Perth's Festival Organizers Build City's Year-Round Cultural Calendar
Behind every sold-out show and street festival lies a network of passionate organisers whose year-round labour transforms Perth's cultural calendar.
2 min read
Behind every sold-out show and street festival lies a network of passionate organisers whose year-round labour transforms Perth's cultural calendar.
2 min read

While most Perthians were planning their winter wardrobes, Maria Santos and her team at Arts Perth were already deep in negotiations for next year's festival programming—a process that begins eighteen months before the first event banner hangs on St Georges Terrace. This invisible infrastructure, rarely acknowledged by attendees, represents the beating heart of Perth's cultural vitality.
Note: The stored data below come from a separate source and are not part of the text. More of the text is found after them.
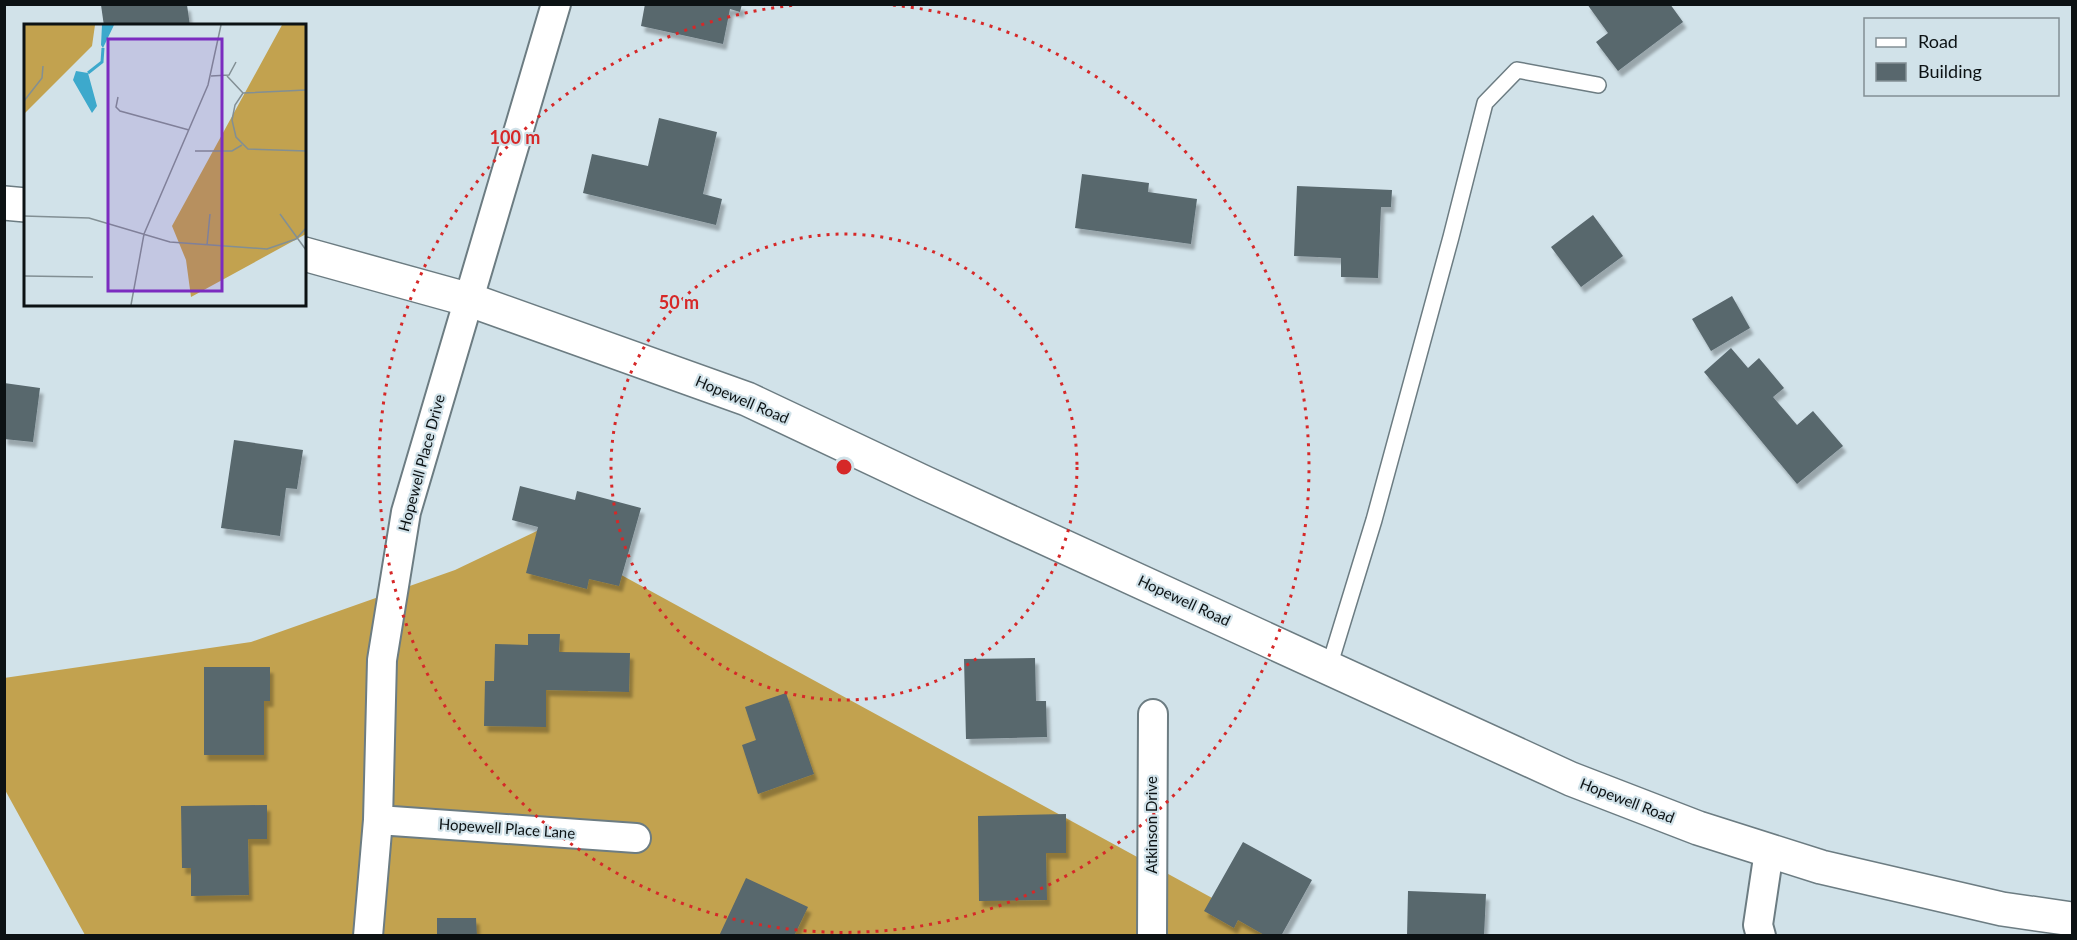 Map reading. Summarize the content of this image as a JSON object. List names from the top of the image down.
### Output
{
  "streets": {
    "street": [
      "Hopewell Road",
      "Hopewell Place Drive",
      "Atkinson Drive",
      "Hopewell Place Lane"
    ]
  },
  "crossings": [
    ["Hopewell Road", "Hopewell Place Drive"],
    ["Hopewell Place Drive", "Hopewell Place Lane"]
  ],
  "legend": ["Road", "Building"],
  "rings": ["100 m", "50 m"]
} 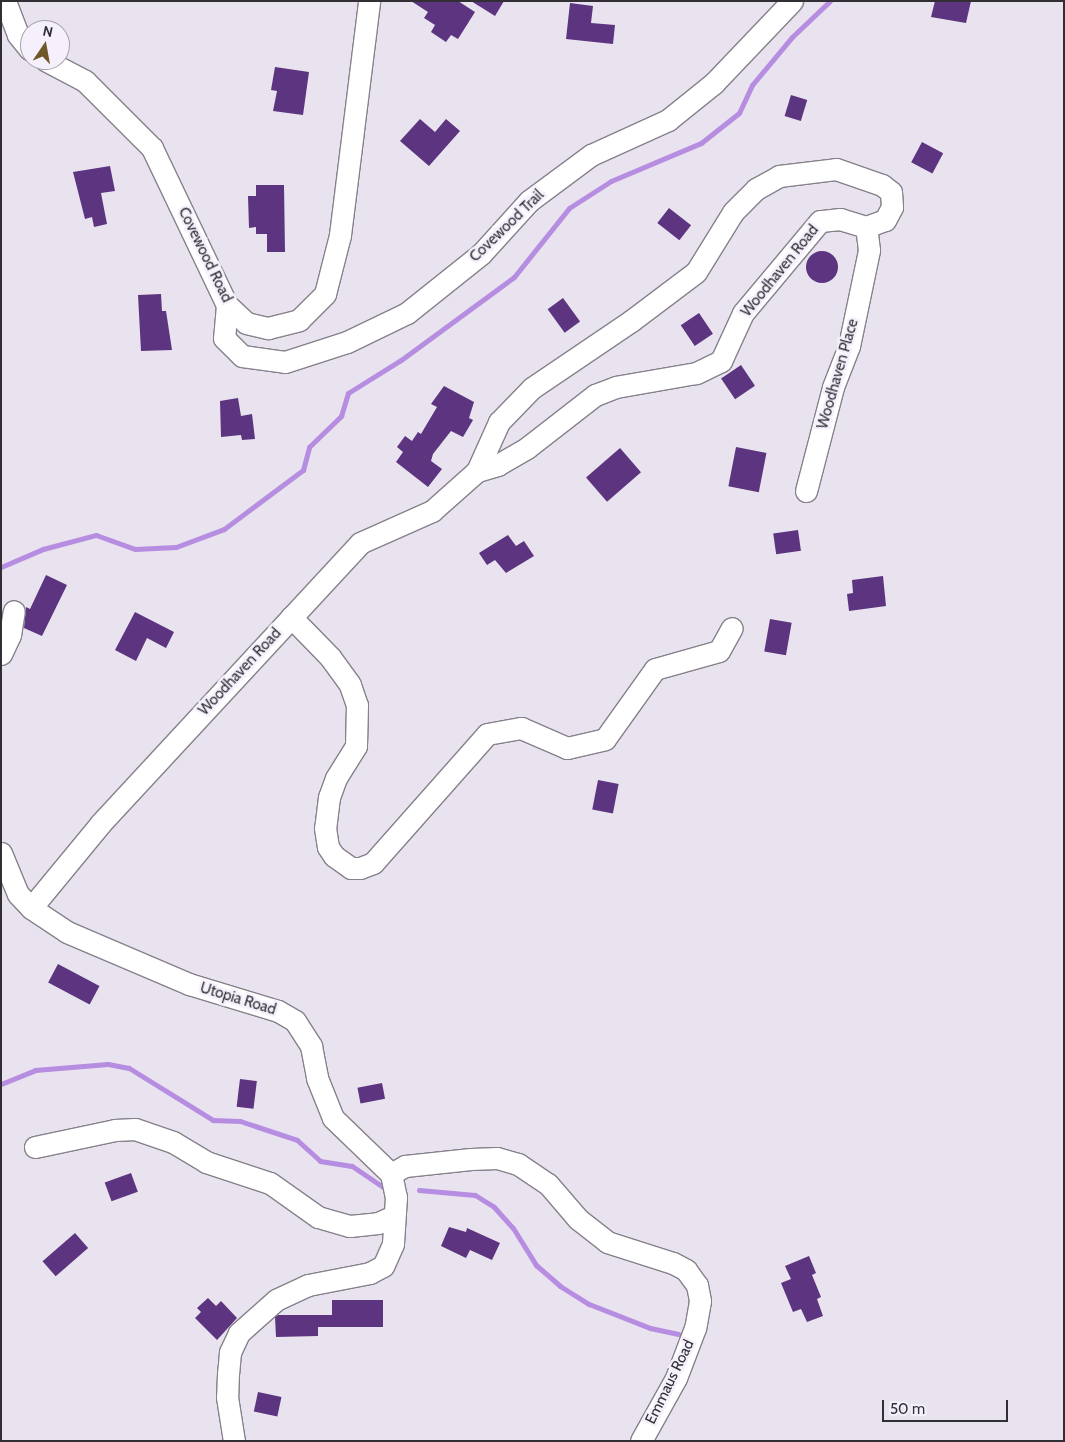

Santos leads a network of approximately forty full-time programmers, venue managers, and logistics coordinators across Perth's major cultural institutions. Their work—conducted in heritage office buildings scattered between the CBD and East Perth—determines which artists perform at Northbridge Performing Arts Centre, which installations grace Wellington Square, and how the city's calendar fills from January through December.
"People see the festival," Santos explains, "but they don't see the eighteen months of relationship-building, the artist liaison calls at 2 AM across time zones, or the budget reconciliation at 11 PM on a Thursday." Her team coordinates with international promoters, state funding bodies, and local community groups to create Perth's diverse calendar: from the Perth Festival in February to Fringe World in January, from Boomerang Project's South Perth street events to the winter film seasons at Luna Leederville.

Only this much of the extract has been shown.